Search code examples
collectionsfunctional-programmingprogramming-languagesfunctorlanguage-design

Treating single and multiple elements the same way ("transparent" map operator)


I'm working on a programming language that is supposed to be easy, intuitive, and succinct (yeah, I know, I'm the first person to ever come up with that goal ;-) ). One of the features that I am considering for simplifying the use of container types is to make the methods of the container's element type available on the container type itself, basically as a shortcut for invoking a map(...) method. The idea is that working with many elements should not be different from working with a single element: I can apply add(5) to a single number or to a whole list of numbers, and I shouldn't have to write slightly different code for the "one" versus the "many" scenario.
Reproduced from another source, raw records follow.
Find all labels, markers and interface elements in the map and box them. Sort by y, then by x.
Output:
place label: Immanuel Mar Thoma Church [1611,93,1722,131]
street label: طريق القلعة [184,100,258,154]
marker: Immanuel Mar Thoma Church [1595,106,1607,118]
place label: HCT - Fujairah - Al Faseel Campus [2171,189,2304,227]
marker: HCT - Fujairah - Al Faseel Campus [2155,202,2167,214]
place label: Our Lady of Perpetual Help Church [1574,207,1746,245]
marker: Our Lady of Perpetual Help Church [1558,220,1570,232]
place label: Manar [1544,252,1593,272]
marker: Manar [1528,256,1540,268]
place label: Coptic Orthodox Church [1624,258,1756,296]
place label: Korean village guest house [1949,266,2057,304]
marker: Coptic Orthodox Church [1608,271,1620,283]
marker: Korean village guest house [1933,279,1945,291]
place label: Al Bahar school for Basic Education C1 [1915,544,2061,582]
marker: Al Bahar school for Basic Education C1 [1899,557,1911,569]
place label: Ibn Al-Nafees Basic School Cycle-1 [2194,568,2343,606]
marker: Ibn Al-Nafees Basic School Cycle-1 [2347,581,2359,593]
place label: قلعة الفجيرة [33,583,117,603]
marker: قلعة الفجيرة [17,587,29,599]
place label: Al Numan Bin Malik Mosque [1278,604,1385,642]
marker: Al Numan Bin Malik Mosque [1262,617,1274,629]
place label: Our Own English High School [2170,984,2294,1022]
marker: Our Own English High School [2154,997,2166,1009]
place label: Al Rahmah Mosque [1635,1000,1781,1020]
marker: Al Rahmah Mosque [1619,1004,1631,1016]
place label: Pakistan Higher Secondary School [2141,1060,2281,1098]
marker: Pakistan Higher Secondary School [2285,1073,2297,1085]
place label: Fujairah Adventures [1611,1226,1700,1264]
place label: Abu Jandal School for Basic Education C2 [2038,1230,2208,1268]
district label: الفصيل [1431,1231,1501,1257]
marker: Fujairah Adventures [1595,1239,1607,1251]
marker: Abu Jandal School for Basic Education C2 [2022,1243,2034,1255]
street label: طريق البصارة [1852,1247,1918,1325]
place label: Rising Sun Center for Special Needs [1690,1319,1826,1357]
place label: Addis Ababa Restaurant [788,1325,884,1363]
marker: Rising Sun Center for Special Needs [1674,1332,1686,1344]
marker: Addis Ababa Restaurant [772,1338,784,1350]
For example (Java pseudo-code):

import static java.math.BigInteger.*; // ZERO, ONE, ...
...
// NOTE: BigInteger has an add(BigInteger) method
Stream<BigInteger> numbers = Stream.of(ZERO, ONE, TWO, TEN);
Stream<BigInteger> one2Three11 = numbers.add(ONE); // = 1, 2, 3, 11
// this would be equivalent to:  numbers.map(ONE::add)

As far as I can tell, the concept would not only apply to "container" types (streams, lists, sets...), but more generally to all functor-like types that have a map method (e.g., optionals, state monads, etc.). The implementation approach would probably be more along the lines of syntactic sugar offered by the compiler rather than by manipulating the actual types (Stream<BigInteger> obviously does not extend BigInteger, and even if it did the "map-add" method would have to return a Stream<BigInteger> instead of an Integer, which would be incompatible with most languages' inheritance rules).

I have two questions regarding such a proposed feature:

(1) What are the known caveats with offering such a feature? Method name collisions between the container type and the element type are one problem that comes to mind (e.g., when I call add on a List<BigInteger> do I want to add an element to the list or do I want to add a number to all elements of the list? The argument type should clarify this, but it's something that could get tricky)

(2) Are there any existing languages that offer such a feature, and if so, how is this implemented under the hood? I did some research, and while pretty much every modern language has something like a map operator, I could not find any languages where the one-versus-many distinction would be completely transparent (which leads me to believe that there is some technical difficulty that I'm overlooking here)

NOTE: I am looking at this in a purely functional context that does not support mutable data (not sure if that matters for answering these questions)


Solution

  • Do you come from an object-oriented background? That's my guess because you're thinking of map as a method belonging to each different "type" as opposed to thinking about various things that are of the type functor.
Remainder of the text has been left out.